The income from the customs, in 1811, was $13,000,000. This, of course, the Government knew would decrease in time of war, as it did, to $9,500,000. Our debt at this period was $45,000,000. Yet a loan of $11,000,000, five millions of Treasury Notes, and the revenue from the imposts, which were doubled, was all the money furnished to carry on a war, which was to cost over thirty millions a year. Congress, however, did, as a last act of wisdom, appropriate $100,000 to the support, expense, exchange, &c., of prisoners of war. The utter blindness which had fallen on the Government was exhibited more fully in its neglect of the Navy. Under the "peace establishment" of 1801, our navy had been reduced, and from that time to 1812, "a period of eleven eventful years, during which the nation was scarcely a day without suffering a violation of its neutral rights, not a single frigate had been added to the navy." Gun-boats had been built for the protection of our harbors, and the marine corps increased by seven hundred men, and $200,000 per annum was appropriated to rebuild three frigates that had been suffered to decay. Beyond this, nothing was done, and with but nine frigates and a few other cruising vessels of less rate, while seven thousand of our merchant ships were scattered over the ocean claiming our protection, we plunged into a war with a nation that had a hundred ships of the line in commission, and more than a thousand vessels of war which bore her flag of defiance over the deep.
Superadded to all, the President, commander-in-chief of the army, was utterly ignorant of war, and by nature and in principle wholly repugnant to it. Conscious of his high and responsible position, he resolved to press it with vigor. But he was unfortunate in his Cabinet. Mr. Monroe, Secretary of State, had seen a little military service, but only in a subordinate capacity. Mr. Gallatin, Secretary of the Treasury, first opposed the declaration of war, and afterwards insisted that the only hope of the country lay in a speedy peace. Hamilton, Secretary of the Navy, and Eustis, Secretary of War, were both ignorant of the duties of their respective departments. Pinckney, the Attorney-General, shook his head at our prospects, while Gideon Granger, Postmaster-General,[14] openly declared that the war could not but end in failure, while Madison conducted its operations. To complete the climax, a General wholly unfit for his position, was to open the campaign.
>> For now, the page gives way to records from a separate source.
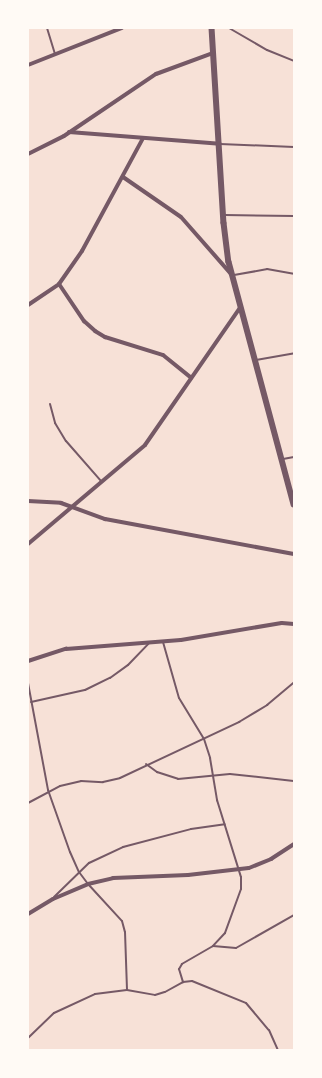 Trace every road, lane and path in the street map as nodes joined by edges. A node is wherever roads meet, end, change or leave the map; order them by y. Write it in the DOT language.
graph roads {
  1 [pos="48,28"];
  2 [pos="122,28"];
  3 [pos="212,28"];
  4 [pos="229,28"];
  5 [pos="214,53"];
  6 [pos="56,54"];
  7 [pos="294,61"];
  8 [pos="28,65"];
  9 [pos="69,132"];
  10 [pos="143,138"];
  11 [pos="220,144"];
  12 [pos="294,147"];
  13 [pos="28,154"];
  14 [pos="123,177"];
  15 [pos="224,215"];
  16 [pos="294,216"];
  17 [pos="294,274"];
  18 [pos="232,275"];
  19 [pos="59,284"];
  20 [pos="28,305"];
  21 [pos="240,308"];
  22 [pos="294,353"];
  23 [pos="256,360"];
  24 [pos="191,378"];
  25 [pos="50,404"];
  26 [pos="294,457"];
  27 [pos="282,460"];
  28 [pos="101,481"];
  29 [pos="28,501"];
  30 [pos="294,504"];
  31 [pos="74,506"];
  32 [pos="28,544"];
  33 [pos="294,554"];
  34 [pos="294,624"];
  35 [pos="162,641"];
  36 [pos="150,642"];
  37 [pos="28,661"];
  38 [pos="294,682"];
  39 [pos="28,683"];
  40 [pos="31,702"];
  41 [pos="204,739"];
  42 [pos="146,764"];
  43 [pos="213,776"];
  44 [pos="294,781"];
  45 [pos="48,790"];
  46 [pos="28,803"];
  47 [pos="224,824"];
  48 [pos="294,844"];
  49 [pos="241,869"];
  50 [pos="79,872"];
  51 [pos="88,884"];
  52 [pos="53,899"];
  53 [pos="28,914"];
  54 [pos="294,915"];
  55 [pos="213,946"];
  56 [pos="183,982"];
  57 [pos="127,990"];
  58 [pos="28,1038"];
  59 [pos="278,1050"];
  1 -- 6 [label="lane"];
  2 -- 6 [label="street"];
  3 -- 5 [label="street"];
  4 -- 7 [label="lane"];
  5 -- 9 [label="street"];
  5 -- 11 [label="street"];
  6 -- 8 [label="street"];
  9 -- 10 [label="street"];
  9 -- 13 [label="street"];
  10 -- 11 [label="street"];
  10 -- 14 [label="street"];
  11 -- 12 [label="lane"];
  11 -- 15 [label="street"];
  14 -- 18 [label="street"];
  14 -- 19 [label="street"];
  15 -- 16 [label="lane"];
  15 -- 18 [label="street"];
  17 -- 18 [label="lane"];
  18 -- 21 [label="street"];
  19 -- 20 [label="street"];
  19 -- 24 [label="street"];
  21 -- 23 [label="street"];
  21 -- 24 [label="street"];
  22 -- 23 [label="lane"];
  23 -- 27 [label="street"];
  24 -- 28 [label="street"];
  25 -- 28 [label="lane"];
  26 -- 27 [label="lane"];
  27 -- 30 [label="street"];
  28 -- 31 [label="street"];
  29 -- 31 [label="street"];
  31 -- 32 [label="street"];
  31 -- 33 [label="street"];
  34 -- 35 [label="street"];
  35 -- 36 [label="street"];
  35 -- 41 [label="lane"];
  36 -- 37 [label="street"];
  36 -- 40 [label="lane"];
  38 -- 41 [label="lane"];
  39 -- 40 [label="lane"];
  40 -- 45 [label="lane"];
  41 -- 42 [label="lane"];
  41 -- 43 [label="lane"];
  42 -- 43 [label="lane"];
  42 -- 45 [label="lane"];
  43 -- 44 [label="lane"];
  43 -- 47 [label="lane"];
  45 -- 46 [label="lane"];
  45 -- 50 [label="lane"];
  47 -- 49 [label="lane"];
  47 -- 50 [label="lane"];
  48 -- 49 [label="street"];
  49 -- 51 [label="street"];
  49 -- 55 [label="lane"];
  50 -- 51 [label="lane"];
  50 -- 52 [label="lane"];
  51 -- 52 [label="street"];
  51 -- 57 [label="lane"];
  52 -- 53 [label="street"];
  54 -- 55 [label="lane"];
  55 -- 56 [label="lane"];
  56 -- 57 [label="lane"];
  56 -- 59 [label="lane"];
  57 -- 58 [label="lane"];
}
At this critical juncture, too, we had scarcely any representatives abroad to enlist sympathy with us in our struggle. Mr. Adams had been sent to Russia, and Joel Barlow was our Minister to France. The latter, however, died in Poland a few months after he received the news of our declaration of war, leaving us with scarcely a representative in Europe.
It is not a matter of surprise that such a commencement to the war was disastrous; the wonder is, that five, instead of two years of defeat, were not meted out to us, as a just punishment for such stupidity and neglect. Nothing but the momentous events transpiring in Europe, distracting the attention of England, and rendering the presence of her armies necessary at home, prevented her from striking us a blow, from which it would have taken years to recover. May our Government never be left to try such an experiment again!